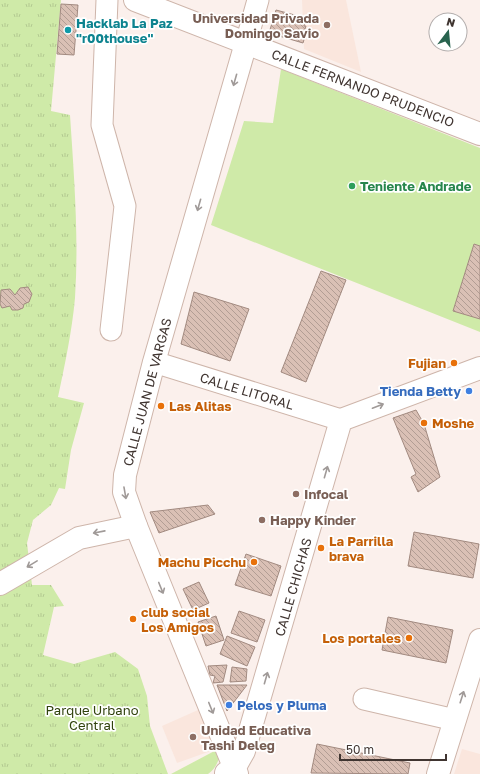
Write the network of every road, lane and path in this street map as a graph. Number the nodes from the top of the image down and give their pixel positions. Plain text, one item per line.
1 (108, 0) edge
2 (135, 0) edge
3 (258, 0) edge
4 (246, 43) junction
5 (480, 134) edge
6 (111, 330) dead end
7 (154, 362) junction
8 (480, 368) edge
9 (341, 420) junction
10 (136, 526) junction
11 (0, 584) edge
12 (480, 640) edge
13 (364, 699) dead end
14 (455, 720) junction
15 (232, 772) edge
16 (438, 774) edge

1 - 6 street
2 - 4 main road, CALLE FERNANDO PRUDENCIO
3 - 4 street, CALLE JUAN DE VARGAS
4 - 5 main road, CALLE FERNANDO PRUDENCIO
4 -> 7 main road, CALLE JUAN DE VARGAS
7 - 9 street, CALLE LITORAL
7 -> 10 main road, CALLE JUAN DE VARGAS
9 -> 8 main road
15 -> 9 main road, CALLE CHICHAS
10 -> 11 main road
10 -> 15 main road, CALLE JUAN DE VARGAS
14 -> 12 main road
13 - 14 street
14 - 16 main road

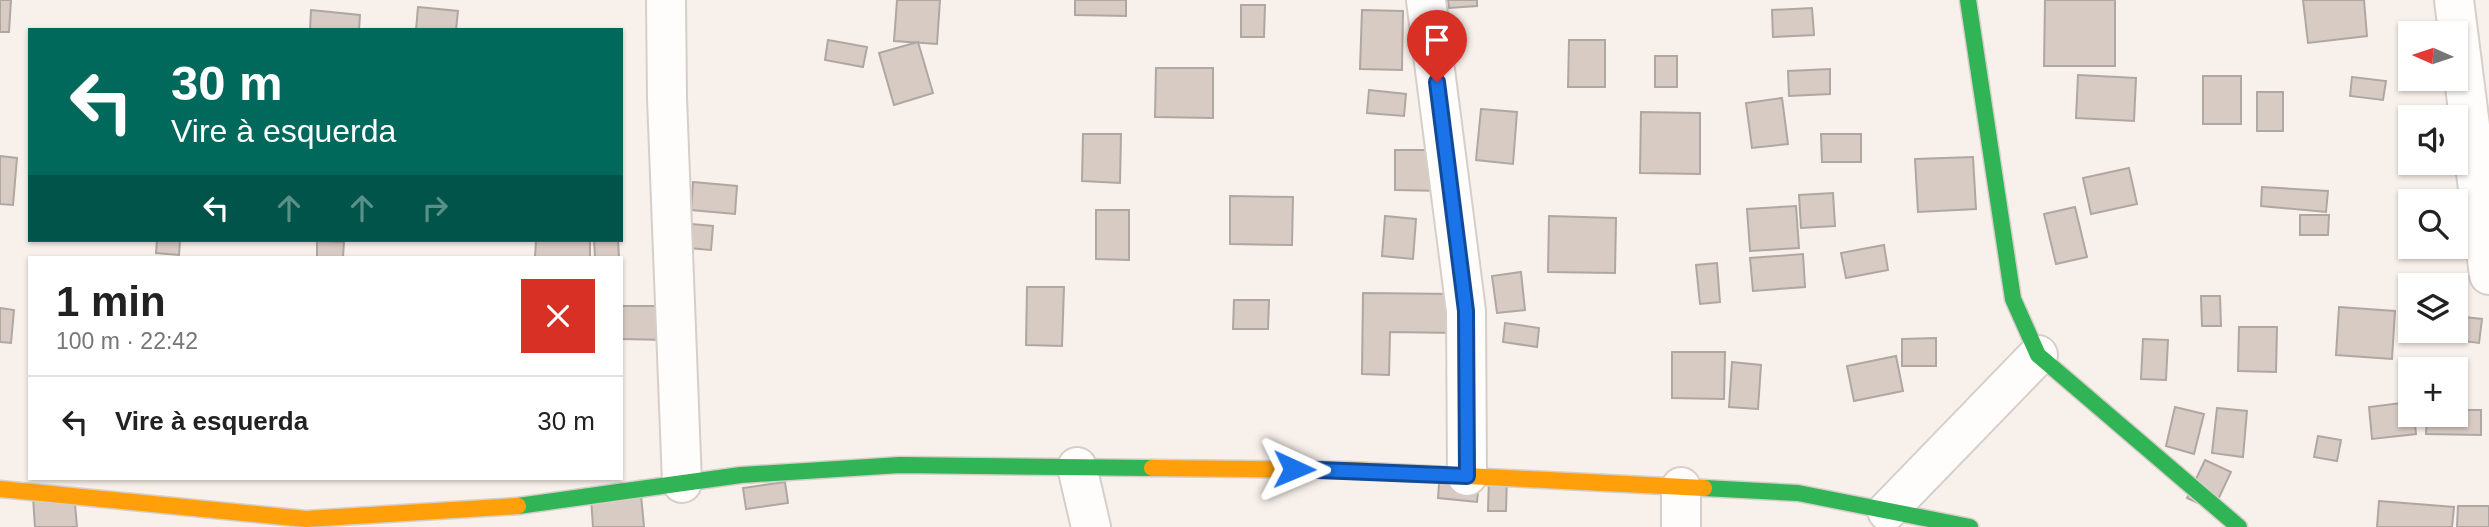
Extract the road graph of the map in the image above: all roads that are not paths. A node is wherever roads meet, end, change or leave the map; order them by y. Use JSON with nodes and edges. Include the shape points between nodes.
{"nodes":[{"id":1,"x":666,"y":0,"type":"edge"},
{"id":2,"x":1426,"y":0,"type":"edge"},
{"id":3,"x":1968,"y":0,"type":"edge"},
{"id":4,"x":2454,"y":0,"type":"edge"},
{"id":5,"x":2489,"y":275,"type":"edge"},
{"id":6,"x":2038,"y":355,"type":"junction"},
{"id":7,"x":1077,"y":467,"type":"junction"},
{"id":8,"x":1467,"y":476,"type":"junction"},
{"id":9,"x":682,"y":483,"type":"junction"},
{"id":10,"x":1681,"y":487,"type":"junction"},
{"id":11,"x":0,"y":489,"type":"edge"},
{"id":12,"x":1887,"y":511,"type":"junction"},
{"id":13,"x":522,"y":516,"type":"edge"},
{"id":14,"x":376,"y":521,"type":"edge"},
{"id":15,"x":1091,"y":527,"type":"edge"},
{"id":16,"x":1681,"y":527,"type":"edge"},
{"id":17,"x":1970,"y":527,"type":"edge"},
{"id":18,"x":2239,"y":527,"type":"edge"}],
"edges":[{"from":1,"to":9,"type":"street"},
{"from":2,"to":8,"type":"street","via":[[1466,311]]},
{"from":3,"to":6,"type":"street","via":[[2013,299]]},
{"from":4,"to":5,"type":"street"},
{"from":6,"to":12,"type":"street"},
{"from":6,"to":18,"type":"street"},
{"from":7,"to":8,"type":"street"},
{"from":7,"to":9,"type":"street","via":[[900,465]]},
{"from":7,"to":15,"type":"street"},
{"from":8,"to":10,"type":"street"},
{"from":9,"to":13,"type":"street"},
{"from":10,"to":12,"type":"street","via":[[1798,493]]},
{"from":10,"to":16,"type":"street"},
{"from":11,"to":14,"type":"street","via":[[306,519]]},
{"from":12,"to":17,"type":"street"},
{"from":13,"to":14,"type":"street"}]}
= = = =
▶ Exercise objective
Without including any picture, set down the listing above exactly as it appears.

▶ Reply
Write the network of every road, lane and path in this street map as a graph. Number the nodes from the top of the image down and give their pixel positions. Plain text, one item per line.
1 (108, 0) edge
2 (135, 0) edge
3 (258, 0) edge
4 (246, 43) junction
5 (480, 134) edge
6 (111, 330) dead end
7 (154, 362) junction
8 (480, 368) edge
9 (341, 420) junction
10 (136, 526) junction
11 (0, 584) edge
12 (480, 640) edge
13 (364, 699) dead end
14 (455, 720) junction
15 (232, 772) edge
16 (438, 774) edge

1 - 6 street
2 - 4 main road, CALLE FERNANDO PRUDENCIO
3 - 4 street, CALLE JUAN DE VARGAS
4 - 5 main road, CALLE FERNANDO PRUDENCIO
4 -> 7 main road, CALLE JUAN DE VARGAS
7 - 9 street, CALLE LITORAL
7 -> 10 main road, CALLE JUAN DE VARGAS
9 -> 8 main road
15 -> 9 main road, CALLE CHICHAS
10 -> 11 main road
10 -> 15 main road, CALLE JUAN DE VARGAS
14 -> 12 main road
13 - 14 street
14 - 16 main road

Extract the road graph of the map in the image above: all roads that are not paths. A node is wherever roads meet, end, change or leave the map; order them by y. Use JSON with nodes and edges. Include the shape points between nodes.
{"nodes":[{"id":1,"x":666,"y":0,"type":"edge"},
{"id":2,"x":1426,"y":0,"type":"edge"},
{"id":3,"x":1968,"y":0,"type":"edge"},
{"id":4,"x":2454,"y":0,"type":"edge"},
{"id":5,"x":2489,"y":275,"type":"edge"},
{"id":6,"x":2038,"y":355,"type":"junction"},
{"id":7,"x":1077,"y":467,"type":"junction"},
{"id":8,"x":1467,"y":476,"type":"junction"},
{"id":9,"x":682,"y":483,"type":"junction"},
{"id":10,"x":1681,"y":487,"type":"junction"},
{"id":11,"x":0,"y":489,"type":"edge"},
{"id":12,"x":1887,"y":511,"type":"junction"},
{"id":13,"x":522,"y":516,"type":"edge"},
{"id":14,"x":376,"y":521,"type":"edge"},
{"id":15,"x":1091,"y":527,"type":"edge"},
{"id":16,"x":1681,"y":527,"type":"edge"},
{"id":17,"x":1970,"y":527,"type":"edge"},
{"id":18,"x":2239,"y":527,"type":"edge"}],
"edges":[{"from":1,"to":9,"type":"street"},
{"from":2,"to":8,"type":"street","via":[[1466,311]]},
{"from":3,"to":6,"type":"street","via":[[2013,299]]},
{"from":4,"to":5,"type":"street"},
{"from":6,"to":12,"type":"street"},
{"from":6,"to":18,"type":"street"},
{"from":7,"to":8,"type":"street"},
{"from":7,"to":9,"type":"street","via":[[900,465]]},
{"from":7,"to":15,"type":"street"},
{"from":8,"to":10,"type":"street"},
{"from":9,"to":13,"type":"street"},
{"from":10,"to":12,"type":"street","via":[[1798,493]]},
{"from":10,"to":16,"type":"street"},
{"from":11,"to":14,"type":"street","via":[[306,519]]},
{"from":12,"to":17,"type":"street"},
{"from":13,"to":14,"type":"street"}]}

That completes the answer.